В Лондоне тетка жила на втором этаже небольшого особняка. Как-то в ее доме начался пожар. Причем такой сильный, что у приехавших пожарных не было ни малейшей надежды, что кто-нибудь из жильцов останется в живых. На всякий случай они спросили у соседей, есть ли кто-нибудь на втором этаже. «Да, — ответили они. — Там живет пожилая женщина».
Поскольку все случилось поздней ночью, пожарные махнули рукой: «Она, наверное, уже погибла во сне — если не от огня, то от угарного газа». Однако соседи возразили: «Она не может погибнуть, она — русская». Тогда пожарные забросили на второй этаж, лестница, ведущая на который, уже рухнула, какой-то железный крюк. И что вы думаете? Этим крюком они каким-то образом зацепили Веру и вытащили из объятого пламенем дома. И она осталась в живых…
В шестидесятых годах Вера снова приезжала в Москву. Она тогда работала в каком-то западном издательстве, для которого делала интервью с Борисом Пастернаком. Вместе с ней к поэту на завтрак, имевший место у Ольги Ивинской, ходила и баронесса Будберг, знаменитая возлюбленная Максима Горького.
Дружба двух женщин потом дала повод для разговоров о том, что они обе были приставлены друг к другу. А Нина Берберова даже написала, что «еще неизвестно, кто за кем следил — Трейл за Будберг или Будберг за Трейл, или обе они следили за Пастернаком, который кормил их икрой»…
Я общалась с Верой во время ее последнего приезда в СССР. Тогда как раз был конфликт с Израилем. И я помню, как Вера шла со мной от метро, прихрамывала (после того пожара в Лондоне, когда ее багром достали из дома, у нее была повреждена нога) и без остановки говорила, говорила об Израиле. Она тогда тоже остановилась у нас на улице Фурманова.
Вера очень грассировала: «Вега, Изгаиль кгошечное госудагство и не может быть аггесогом. Я тебе сейчас все нагисую». И принималась чертить палкой на земле карту мира, благодаря которой я должна была понять, какие Израиль и Советский Союз.

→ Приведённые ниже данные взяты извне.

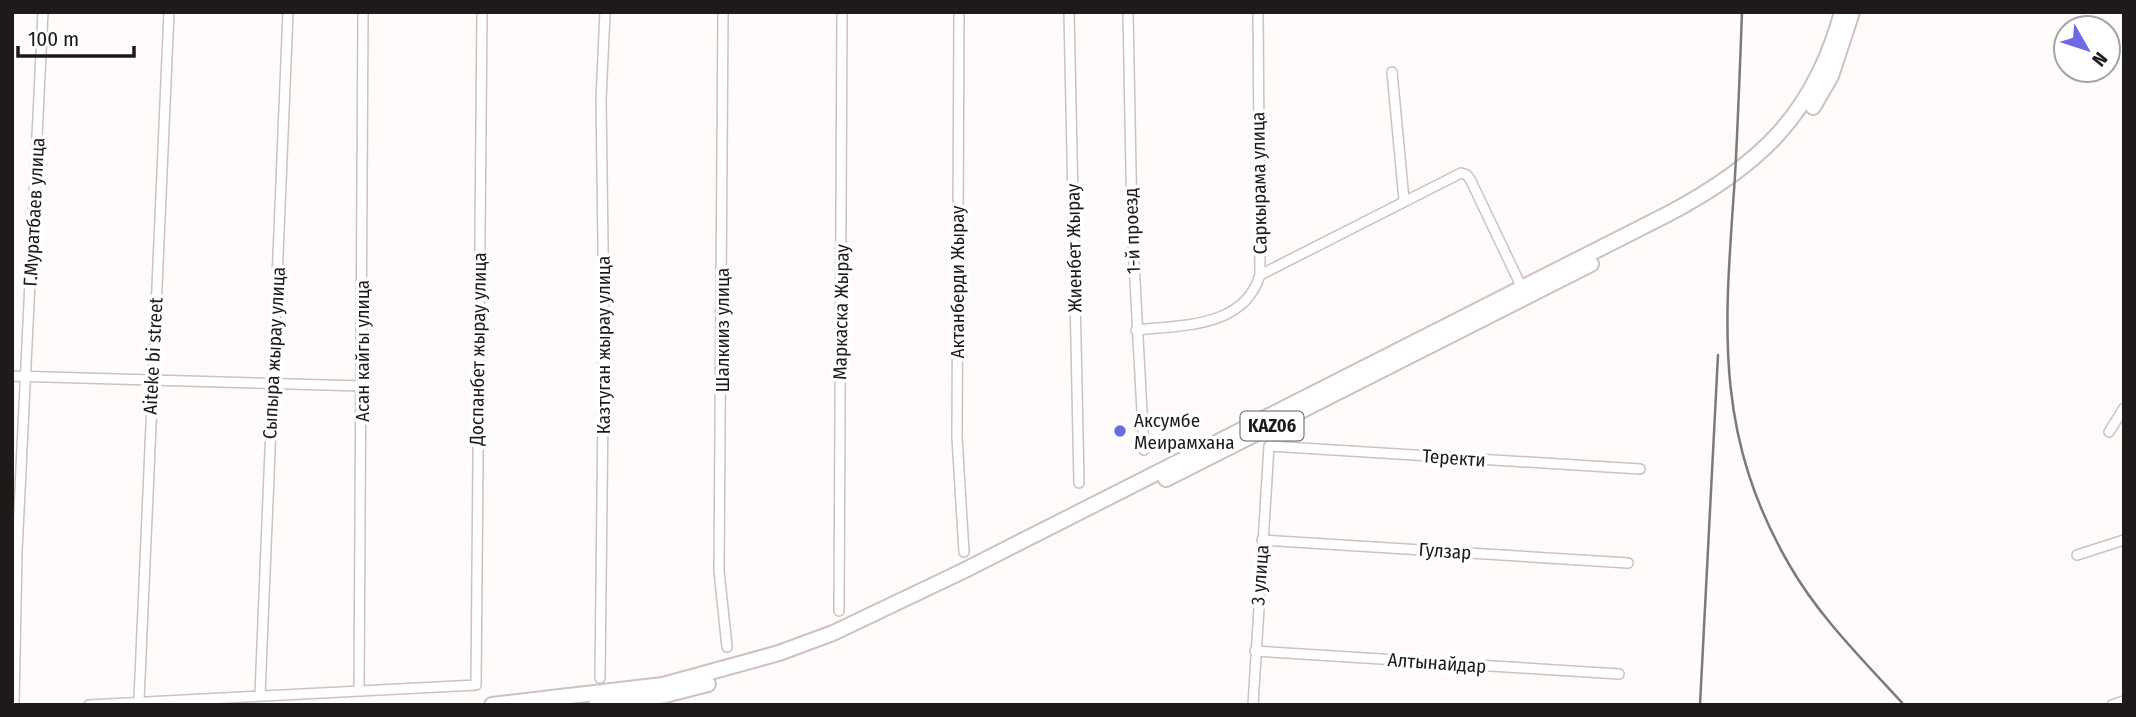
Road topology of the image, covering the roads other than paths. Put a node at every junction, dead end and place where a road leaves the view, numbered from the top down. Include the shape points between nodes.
1 (43, 12) edge
2 (169, 12) edge
3 (288, 12) edge
4 (363, 12) edge
5 (482, 12) edge
6 (605, 12) edge
7 (723, 12) edge
8 (842, 12) edge
9 (960, 12) edge
10 (1069, 12) edge
11 (1128, 12) edge
12 (1258, 12) edge
13 (1842, 12) edge
14 (1855, 12) edge
15 (1392, 72) dead end
16 (1404, 200) junction
17 (1261, 275) junction
18 (1522, 288) junction
19 (1136, 330) junction
20 (12, 376) edge
21 (26, 376) junction
22 (152, 380) junction
23 (272, 385) junction
24 (362, 386) junction
25 (2124, 408) edge
26 (2109, 432) dead end
27 (1269, 446) joint
28 (1144, 450) dead end
29 (1640, 469) dead end
30 (1079, 483) dead end
31 (1262, 540) junction
32 (2124, 540) edge
33 (964, 552) dead end
34 (2077, 555) dead end
35 (1628, 562) dead end
36 (839, 611) dead end
37 (727, 647) dead end
38 (1255, 651) junction
39 (1619, 674) dead end
40 (600, 678) dead end
41 (359, 690) junction
42 (260, 695) junction
43 (139, 700) junction
44 (2124, 701) edge
45 (14, 705) edge
46 (89, 705) edge
47 (492, 705) edge
48 (596, 705) edge
49 (1253, 705) edge
50 (2112, 705) edge

1 - 21 street, Г.Муратбаев улица
2 - 22 street, Aiteke bi street
3 - 23 street, Сыпыра жырау улица
4 - 24 street, Асан кайгы улица
5 - 41 street, Доспанбет жырау улица via 476,685
6 - 40 street, Казтуган жырау улица
7 - 37 street, Шалкииз улица via 719,571
8 - 36 street, Маркаска Жырау
9 - 33 street, Актанберди Жырау via 957,438
10 - 30 street, Жиенбет Жырау
11 - 19 street, 1-й проезд
12 - 17 street, Саркырама улица
13 - 18 highway, KАZ06 via 1830,52 1808,97 1790,123 1748,165 1697,199
14 - 48 highway, KАZ06 via 1831,76 1797,129 1755,172 1702,208 897,615 815,650 728,679 665,695
15 - 16 street
16 - 17 street, Саркырама улица
16 - 18 street, Саркырама улица via 1467,174
17 - 19 street via 1248,300 1212,321
18 - 47 highway, KАZ06 via 833,633 663,685
19 - 28 street, 1-й проезд
20 - 21 street
21 - 22 street
21 - 45 street, Г.Муратбаев улица
22 - 23 street
22 - 43 street, Aiteke bi street
23 - 24 street
23 - 42 street, Сыпыра жырау улица
24 - 41 street, Асан кайгы улица
25 - 26 street
27 - 29 street, Теректи
27 - 31 street, 3 улица
31 - 35 street, Гулзар
31 - 38 street, 3 улица
32 - 34 street
38 - 39 street, Алтынайдар
38 - 49 street, 3 улица
41 - 42 street
42 - 43 street
43 - 46 street
44 - 50 street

Я предложила ей продолжить лекцию дома, а то на нас уже начинали смотреть прохожие. Но она продолжала чертить палкой на земле. Толпа уже собралась — дама явно нерусского вида читает лекцию об Израиле. Слава богу, ничего не случилось. Хотя Вера произносила и такие фразы: «Конечно, тебе в это тгудно повегить. Ведь у вас всюду цагит ложь и вы не знаете пгавды».
Я еле уговорила ее пойти домой. А там мы с мамой ей сказали, что мы за мир и не хотим войны. «Вы-то за миг, а вот ваше пгавительство может захотеть войны!»
Вера одно время дружила со Светланой Аллилуевой. Но потом они поссорились из-за Сталина. Его ведь дочь была большая сталинистка. «Света с большими стганностями», — говорила Вера о ней. Но очень любила дочь Светы Ольгу.
Во время своего последнего приезда в Москву Вера рассказывала, как ее пытались уговорить сотрудничать с британской разведкой МИ-6. «Но я категогически отказалась, — говорила она. — Да, я ненавижу коммунистов, но это моя стгана, и я никогда не буду пготив нее габотать».
Она очень приглашала меня с сестрой Любой к себе в Лондон, начала какие-то бумаги оформлять. Но тогда выехать за рубеж было так сложно, что ничего у нас не получилось…
Умерла Вера в Кембридже в 1987 году в уже преклонном возрасте. Ей был 81 год.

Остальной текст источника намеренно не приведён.